Document Cited Authorities (4) Cited in Related
ORDER

TERRENCE W. BOYLE UNITED STATES DISTRICT JUDGE

This cause comes before the Court on defendants' renewed motion for summary judgment pursuant to Rule 56 of the Federal Rules of Civil Procedure. Plaintiff has responded defendants have replied, and plaintiff has filed a sur-reply which defendants have moved to strike and plaintiff has sought leave to file. A hearing on the motions was held before the undersigned on June 2, 2023, at Raleigh, North Carolina. In this posture, the motions are ripe for ruling. For the reasons that follow, plaintiffs sur-reply is stricken and defendants' motion for summary judgment is granted.

BACKGROUND

Plaintiff proceeding in this action pro se, challenges Warren County's January 3, 2011, passage of an ordinance that regulates noise within the county. The noise ordinance at issue, Warren County, North Carolina, Municipal Code §§ 91.01-91.13 (herein after Noise Ordinance) contains restrictions on levels of sound which emanate from properties within Warren County's jurisdiction. The Noise Ordinance contains limited exceptions for High Impact Land Use (H1LU) properties, which include swine farms, waste processing facilities, and, at issue here, drag-strips or racetracks. The Noise Ordinance HILU exceptions allow these types of properties to exceed the comprehensive noise level restrictions during certain daytime hours.[1] Noise Ordinance § 91.07(e).

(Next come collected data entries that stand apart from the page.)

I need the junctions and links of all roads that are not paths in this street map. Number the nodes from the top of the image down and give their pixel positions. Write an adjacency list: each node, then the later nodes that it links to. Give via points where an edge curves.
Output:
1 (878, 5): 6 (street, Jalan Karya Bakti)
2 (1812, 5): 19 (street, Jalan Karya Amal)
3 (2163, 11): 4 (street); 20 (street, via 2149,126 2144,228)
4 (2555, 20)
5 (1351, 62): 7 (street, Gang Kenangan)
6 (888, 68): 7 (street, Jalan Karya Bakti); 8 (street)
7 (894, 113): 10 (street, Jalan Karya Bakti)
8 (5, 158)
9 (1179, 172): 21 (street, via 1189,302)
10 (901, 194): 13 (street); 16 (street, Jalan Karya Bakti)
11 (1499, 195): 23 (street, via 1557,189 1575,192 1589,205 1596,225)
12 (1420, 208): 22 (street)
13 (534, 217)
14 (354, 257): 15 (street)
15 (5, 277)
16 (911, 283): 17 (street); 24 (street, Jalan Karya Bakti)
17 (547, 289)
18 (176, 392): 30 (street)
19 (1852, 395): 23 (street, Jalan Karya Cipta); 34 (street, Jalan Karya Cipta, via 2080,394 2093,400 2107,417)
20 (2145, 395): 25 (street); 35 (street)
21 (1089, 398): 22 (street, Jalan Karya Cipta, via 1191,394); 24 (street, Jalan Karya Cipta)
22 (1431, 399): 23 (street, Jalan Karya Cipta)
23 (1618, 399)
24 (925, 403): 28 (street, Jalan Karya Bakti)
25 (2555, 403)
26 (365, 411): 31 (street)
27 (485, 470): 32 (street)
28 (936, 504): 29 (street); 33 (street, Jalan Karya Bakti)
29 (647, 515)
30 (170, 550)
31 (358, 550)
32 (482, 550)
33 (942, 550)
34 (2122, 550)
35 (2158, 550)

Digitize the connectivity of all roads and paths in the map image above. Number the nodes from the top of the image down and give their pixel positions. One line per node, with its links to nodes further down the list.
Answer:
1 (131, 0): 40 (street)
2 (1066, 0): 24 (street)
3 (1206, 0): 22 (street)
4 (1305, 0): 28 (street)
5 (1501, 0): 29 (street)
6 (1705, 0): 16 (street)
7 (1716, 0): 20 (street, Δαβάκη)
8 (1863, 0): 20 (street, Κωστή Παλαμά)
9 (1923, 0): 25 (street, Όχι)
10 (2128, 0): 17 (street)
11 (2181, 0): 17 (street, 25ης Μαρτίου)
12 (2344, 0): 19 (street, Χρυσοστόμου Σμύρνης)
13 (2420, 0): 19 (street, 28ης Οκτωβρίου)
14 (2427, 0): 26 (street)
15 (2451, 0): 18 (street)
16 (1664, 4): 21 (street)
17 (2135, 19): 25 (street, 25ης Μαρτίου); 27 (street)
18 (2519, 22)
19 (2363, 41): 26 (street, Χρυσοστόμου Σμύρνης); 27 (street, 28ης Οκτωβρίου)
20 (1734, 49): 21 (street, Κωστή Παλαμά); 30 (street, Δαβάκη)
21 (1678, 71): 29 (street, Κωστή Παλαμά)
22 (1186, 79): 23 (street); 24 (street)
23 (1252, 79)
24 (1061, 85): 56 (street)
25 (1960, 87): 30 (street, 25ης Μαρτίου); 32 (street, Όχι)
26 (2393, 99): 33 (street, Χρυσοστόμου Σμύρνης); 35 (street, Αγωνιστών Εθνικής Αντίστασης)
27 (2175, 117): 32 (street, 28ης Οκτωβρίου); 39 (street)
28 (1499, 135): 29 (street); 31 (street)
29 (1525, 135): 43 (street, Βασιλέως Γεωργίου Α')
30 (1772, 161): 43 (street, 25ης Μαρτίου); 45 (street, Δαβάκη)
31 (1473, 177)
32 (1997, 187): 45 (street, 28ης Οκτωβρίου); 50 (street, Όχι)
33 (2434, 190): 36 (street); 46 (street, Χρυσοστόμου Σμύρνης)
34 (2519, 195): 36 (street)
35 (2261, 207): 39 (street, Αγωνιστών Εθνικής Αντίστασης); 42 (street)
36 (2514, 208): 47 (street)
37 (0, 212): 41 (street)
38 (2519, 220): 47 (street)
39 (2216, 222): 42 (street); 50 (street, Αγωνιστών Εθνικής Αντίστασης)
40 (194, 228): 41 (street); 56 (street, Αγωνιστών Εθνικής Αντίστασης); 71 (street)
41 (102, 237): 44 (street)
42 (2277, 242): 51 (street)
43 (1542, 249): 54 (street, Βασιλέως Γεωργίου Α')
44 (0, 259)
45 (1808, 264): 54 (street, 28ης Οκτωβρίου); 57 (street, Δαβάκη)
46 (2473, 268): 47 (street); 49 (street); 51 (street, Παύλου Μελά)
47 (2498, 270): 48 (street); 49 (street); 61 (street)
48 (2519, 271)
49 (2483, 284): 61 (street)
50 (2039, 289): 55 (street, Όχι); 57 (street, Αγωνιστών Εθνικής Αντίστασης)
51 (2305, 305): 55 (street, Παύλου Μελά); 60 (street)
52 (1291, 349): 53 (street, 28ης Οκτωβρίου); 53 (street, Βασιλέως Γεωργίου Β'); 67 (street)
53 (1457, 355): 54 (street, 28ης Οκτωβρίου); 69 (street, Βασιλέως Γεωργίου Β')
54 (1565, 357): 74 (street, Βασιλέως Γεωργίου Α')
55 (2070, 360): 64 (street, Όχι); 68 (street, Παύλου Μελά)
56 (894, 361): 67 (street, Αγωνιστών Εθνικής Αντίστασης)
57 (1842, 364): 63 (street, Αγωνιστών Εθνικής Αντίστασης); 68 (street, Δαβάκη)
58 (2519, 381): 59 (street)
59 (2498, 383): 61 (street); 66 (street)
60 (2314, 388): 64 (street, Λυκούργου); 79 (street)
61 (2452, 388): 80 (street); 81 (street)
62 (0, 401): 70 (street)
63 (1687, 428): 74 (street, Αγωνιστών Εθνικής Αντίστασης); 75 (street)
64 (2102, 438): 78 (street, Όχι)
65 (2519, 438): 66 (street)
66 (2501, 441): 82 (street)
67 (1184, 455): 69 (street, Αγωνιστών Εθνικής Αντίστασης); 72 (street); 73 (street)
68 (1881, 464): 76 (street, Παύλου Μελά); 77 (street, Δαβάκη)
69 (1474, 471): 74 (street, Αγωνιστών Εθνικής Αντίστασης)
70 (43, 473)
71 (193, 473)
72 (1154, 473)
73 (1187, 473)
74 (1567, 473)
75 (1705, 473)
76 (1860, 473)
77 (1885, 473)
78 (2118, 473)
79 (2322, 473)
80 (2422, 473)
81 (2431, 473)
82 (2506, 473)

Plaintiff owns property in Warren County located at 297 Davis Hymn Road in Norlina. Her home is located in the woods approximately a mile off of the paved road. Her nearest neighbor is more than a half-mile away. Plaintiff purchased her home on Davis Hymn Road in 1977 and has enjoyed its tranquil setting. Plaintiff was entertaining family members at her home on Sunday, November 3, 2017, when she heard loud, persistent noises from another property a few hundred feet from her property line. Plaintiff discovered that a neighboring tract of undeveloped property had been turned into Country Boys Racing and ATV and Recreation Park (Country Boys Racing). Plaintiff claims that her tranquil home became subjected to the whims of this business, which on any given day amassed as many as three hundred spectators to watch as many as fifty racing participants.

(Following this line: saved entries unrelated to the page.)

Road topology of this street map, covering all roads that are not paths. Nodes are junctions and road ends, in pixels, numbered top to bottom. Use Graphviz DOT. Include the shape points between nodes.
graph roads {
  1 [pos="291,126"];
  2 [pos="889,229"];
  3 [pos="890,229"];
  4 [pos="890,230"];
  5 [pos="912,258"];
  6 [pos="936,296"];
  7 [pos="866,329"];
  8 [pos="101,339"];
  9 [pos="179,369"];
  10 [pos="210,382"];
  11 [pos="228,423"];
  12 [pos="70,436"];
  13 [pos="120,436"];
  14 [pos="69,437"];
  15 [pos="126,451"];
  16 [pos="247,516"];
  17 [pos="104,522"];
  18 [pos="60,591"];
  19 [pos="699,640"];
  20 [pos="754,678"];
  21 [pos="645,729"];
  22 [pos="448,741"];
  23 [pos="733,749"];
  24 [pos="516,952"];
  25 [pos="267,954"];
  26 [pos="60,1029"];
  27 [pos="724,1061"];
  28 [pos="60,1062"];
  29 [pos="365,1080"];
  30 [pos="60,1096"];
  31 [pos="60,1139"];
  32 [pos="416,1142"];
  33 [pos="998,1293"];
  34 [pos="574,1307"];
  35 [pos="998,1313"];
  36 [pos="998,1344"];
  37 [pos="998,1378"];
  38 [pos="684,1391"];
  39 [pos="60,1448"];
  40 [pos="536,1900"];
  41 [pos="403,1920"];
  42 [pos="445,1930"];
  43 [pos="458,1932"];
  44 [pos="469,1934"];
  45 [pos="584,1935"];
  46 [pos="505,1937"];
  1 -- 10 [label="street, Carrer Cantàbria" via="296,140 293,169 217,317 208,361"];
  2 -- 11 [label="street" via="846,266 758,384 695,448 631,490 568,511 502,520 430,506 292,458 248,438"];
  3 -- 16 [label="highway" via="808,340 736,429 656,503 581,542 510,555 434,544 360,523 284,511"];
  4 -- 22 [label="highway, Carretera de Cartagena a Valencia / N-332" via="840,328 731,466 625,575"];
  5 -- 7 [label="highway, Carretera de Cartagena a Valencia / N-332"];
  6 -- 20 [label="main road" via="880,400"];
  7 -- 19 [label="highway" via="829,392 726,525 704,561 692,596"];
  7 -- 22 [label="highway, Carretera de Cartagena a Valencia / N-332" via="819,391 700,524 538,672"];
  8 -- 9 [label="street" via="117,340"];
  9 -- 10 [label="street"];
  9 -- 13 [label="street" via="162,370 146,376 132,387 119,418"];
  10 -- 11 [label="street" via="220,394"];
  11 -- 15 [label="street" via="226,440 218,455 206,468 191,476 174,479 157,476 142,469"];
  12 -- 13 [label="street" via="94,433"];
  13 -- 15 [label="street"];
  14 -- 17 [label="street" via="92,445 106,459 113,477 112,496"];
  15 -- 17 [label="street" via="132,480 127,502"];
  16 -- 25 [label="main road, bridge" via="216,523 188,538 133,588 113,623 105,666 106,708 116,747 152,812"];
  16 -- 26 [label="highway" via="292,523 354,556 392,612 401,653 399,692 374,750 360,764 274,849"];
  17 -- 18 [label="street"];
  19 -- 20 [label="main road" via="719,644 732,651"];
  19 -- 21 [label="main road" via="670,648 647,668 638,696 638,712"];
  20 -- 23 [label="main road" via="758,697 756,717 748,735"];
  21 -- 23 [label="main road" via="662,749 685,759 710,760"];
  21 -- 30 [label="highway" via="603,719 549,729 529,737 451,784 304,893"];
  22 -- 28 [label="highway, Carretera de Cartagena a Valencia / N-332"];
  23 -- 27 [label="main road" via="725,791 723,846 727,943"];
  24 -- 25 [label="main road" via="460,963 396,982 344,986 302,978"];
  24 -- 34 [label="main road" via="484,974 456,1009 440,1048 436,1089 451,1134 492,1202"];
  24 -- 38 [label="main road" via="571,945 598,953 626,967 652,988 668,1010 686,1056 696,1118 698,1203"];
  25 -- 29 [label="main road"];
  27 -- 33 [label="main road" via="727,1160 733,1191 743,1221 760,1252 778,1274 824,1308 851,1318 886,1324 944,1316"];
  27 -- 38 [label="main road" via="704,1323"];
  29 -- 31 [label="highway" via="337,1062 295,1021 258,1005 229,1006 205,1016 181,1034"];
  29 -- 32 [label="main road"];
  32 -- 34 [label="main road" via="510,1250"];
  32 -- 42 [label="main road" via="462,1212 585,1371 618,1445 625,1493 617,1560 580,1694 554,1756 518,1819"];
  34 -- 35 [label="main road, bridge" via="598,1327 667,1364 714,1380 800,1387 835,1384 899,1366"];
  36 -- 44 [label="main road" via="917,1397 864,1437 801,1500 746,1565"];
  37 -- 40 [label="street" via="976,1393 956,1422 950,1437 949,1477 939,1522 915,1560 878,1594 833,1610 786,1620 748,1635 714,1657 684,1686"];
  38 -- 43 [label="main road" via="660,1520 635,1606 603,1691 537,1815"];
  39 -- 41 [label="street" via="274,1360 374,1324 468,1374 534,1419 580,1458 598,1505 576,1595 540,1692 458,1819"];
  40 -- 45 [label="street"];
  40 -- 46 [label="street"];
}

Plaintiff alleges that when Warren County approved its Noise Ordinance in 2011, it showed deliberate indifference to the safety and welfare of its citizens by classifying drag racing and racetrack operations as HILUs and exempting all HILUs from the noise regulations developed throughout the ordinance. Plaintiff alleges claims under 42 U.S.C. § 1983 and asks that the Court find Section 7: Nuisance & Noise Pollution - E Exemptions (18) of the Warren County Ordinance for the Regulation of Sound Crossing Real Property Boundaries Including High Impact Land Uses & Polluting Industries to be unconstitutional under the Due Process Clause of the United States Constitution and to award plaintiff reasonable attorney fees. Plaintiff alleges that she has suffered the following injuries: deprivation of the enjoyment and use of her property since the drag-racing operation began; loss of her feeling of safety on her property; loss of income from tutoring due to the noise from the drag-racing operation; a reduction in tax valuation of her property due to “obstruction of the road;" and alienation from her daughter and grandchildren, who were frightened and emotionally disturbed by the noises emanating from the drag-race operation.

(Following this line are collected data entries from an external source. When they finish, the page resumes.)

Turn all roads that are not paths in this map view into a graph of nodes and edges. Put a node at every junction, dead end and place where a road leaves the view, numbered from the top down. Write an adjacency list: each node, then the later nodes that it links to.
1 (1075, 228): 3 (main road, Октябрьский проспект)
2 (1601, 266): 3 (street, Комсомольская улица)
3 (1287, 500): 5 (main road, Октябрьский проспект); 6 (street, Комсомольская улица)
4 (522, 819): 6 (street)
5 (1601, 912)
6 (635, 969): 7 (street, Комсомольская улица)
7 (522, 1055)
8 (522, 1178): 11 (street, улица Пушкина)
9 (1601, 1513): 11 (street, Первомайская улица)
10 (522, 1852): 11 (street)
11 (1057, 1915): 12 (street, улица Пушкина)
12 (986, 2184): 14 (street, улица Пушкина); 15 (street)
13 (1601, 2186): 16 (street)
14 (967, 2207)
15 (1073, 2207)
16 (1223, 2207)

This Court previously granted summary judgment to defendants, finding plaintiff s claims were time-barred. Plaintiff appealed, and the court of appeals vacated this Court's decision and remanded for further proceedings. The court of appeals held that plaintiff s claims were timely, but “express[ed] no opinion on the merits of Ferruccio's claims." [DE 52 p. 3]. Following remand, this Court permitted defendants an opportunity to renew any bases for summary judgment not previously addressed. Defendants have done so, and the motion is ripe for review.

DISCUSSION

1. Motion to strike and motion for leave to file.

Defendants have moved to strike plaintiff s sur-reply to its motion for summary judgment. Neither the Federal Rules nor this Court's Local Civil Rules provide for the filing of surreplies. “Generally, courts allow a party to file a surreply only when fairness dictates based on new arguments raised in the previous reply." DiPaulo v Potter, 733 F.Supp.2d 666, 670 (M.D. N.C. 2010).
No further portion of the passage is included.